El espléndido
memorialista de “La invención de la soledad”, “A salto de mata” y “Experimentos
con la verdad”, impudorosamente atractivo, con una fuerza autobiográfica
incomparable, Paul Auster, ha perpetrado un texto que no hace justicia a su
gran carrera. Ha seguido la senda de su último libro, “Diario de invierno”

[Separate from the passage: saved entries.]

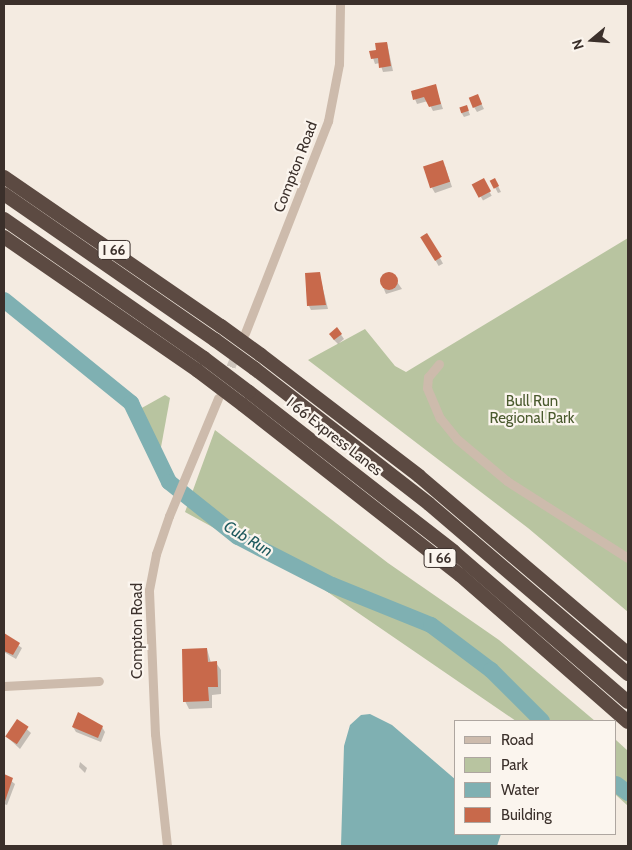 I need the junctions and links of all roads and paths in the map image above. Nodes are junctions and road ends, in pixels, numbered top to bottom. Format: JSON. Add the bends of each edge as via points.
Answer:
{"nodes":[{"id":1,"x":340,"y":4,"type":"edge"},
{"id":2,"x":4,"y":178,"type":"edge"},
{"id":3,"x":4,"y":194,"type":"edge"},
{"id":4,"x":4,"y":219,"type":"edge"},
{"id":5,"x":4,"y":236,"type":"edge"},
{"id":6,"x":245,"y":333,"type":"dead end"},
{"id":7,"x":439,"y":364,"type":"dead end"},
{"id":8,"x":218,"y":398,"type":"dead end"},
{"id":9,"x":628,"y":558,"type":"edge"},
{"id":10,"x":628,"y":654,"type":"edge"},
{"id":11,"x":628,"y":674,"type":"edge"},
{"id":12,"x":99,"y":681,"type":"dead end"},
{"id":13,"x":4,"y":686,"type":"edge"},
{"id":14,"x":628,"y":702,"type":"edge"},
{"id":15,"x":628,"y":722,"type":"edge"},
{"id":16,"x":167,"y":846,"type":"edge"}],
"edges":[{"from":1,"to":6,"type":"street","name":"Compton Road","via":[[339,64],[328,121]]},
{"from":2,"to":10,"type":"highway","number":"I 66","bridge":true,"via":[[261,355],[425,482]]},
{"from":3,"to":11,"type":"highway","name":"I 66 Express Lanes","bridge":true,"via":[[255,369],[429,504]]},
{"from":4,"to":14,"type":"highway","name":"I 66 Express Lanes","bridge":true,"via":[[249,392],[453,551]]},
{"from":5,"to":15,"type":"highway","number":"I 66","bridge":true,"via":[[243,405],[445,563]]},
{"from":7,"to":9,"type":"street","via":[[428,377],[427,388],[440,418],[457,439],[507,481]]},
{"from":8,"to":16,"type":"street","name":"Compton Road","via":[[169,516],[152,568],[149,615],[158,783]]},
{"from":12,"to":13,"type":"street"}]}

(2012), en el que se revisaba a sí mismo a partir del estudio de su cuerpo en
la que consideraba la última estación de su vida. Aquel texto, en algunas
ocasiones superfluo –como cuando detallaba su enamoramiento por su mujer– y
casi siempre original y audaz, había sido la guinda al pastel de una narrativa
llena de aciertos en lo que respecta a literaturizar las emociones.
En cambio,
este “Informe del interior” (traducción de Benito Gómez Ibáñez) presenta a un
Auster que ha hecho un ejercicio memorístico demasiado personalista: él de
niño, adolescente, joven, pues “a tus sesenta y tantos años persisten
vestigios, el animismo de tu primera infancia aún no se ha desterrado por
completo de tu intelecto”. Pero lo contado se reduce a recuerdos
insustanciales, de dudoso interés para los demás y que son asuntos comunes de
la época: televisión, juegos, películas, la escuela; más el descubrimiento de
la muerte, de la pobreza ajena, de la lectura; los Estados Unidos de los años
cincuenta como telón de fondo; y el judaísmo, el alejamiento de los padres, los
campamentos de verano… No ayuda la elección de la segunda persona como punto de
vista narrativo; en “Diario de invierno” tal cosa había sido un aliciente literario
más; aquí es un lastre, y la lectura se hace muy tediosa.
Más cuando
Auster lo estropea aún más al empeñarse en contar dos filmes al dedillo: “El
increíble hombre menguante” y “Soy un fugitivo”, y también al transcribir unas
cartas que un buen día su ex mujer, la escritora Lydia Davis, le envió con
motivo de una donación a una biblioteca. Esto le cogió en plena escritura de
“Informe del interior”, y entonces decidió colocar las misivas que él le había
enviado en la etapa de sus estudios en la Universidad de Columbia y su viaje a
París. El libro se cierra sin mayor fortuna al reproducirse fotografías de
acontecimientos sociales o películas para relacionarse con el texto precedente,
aunque son un parche más a un libro hecho de nostalgias blandas e información
que, visto el resultado, solo competían al propio Paul Auster.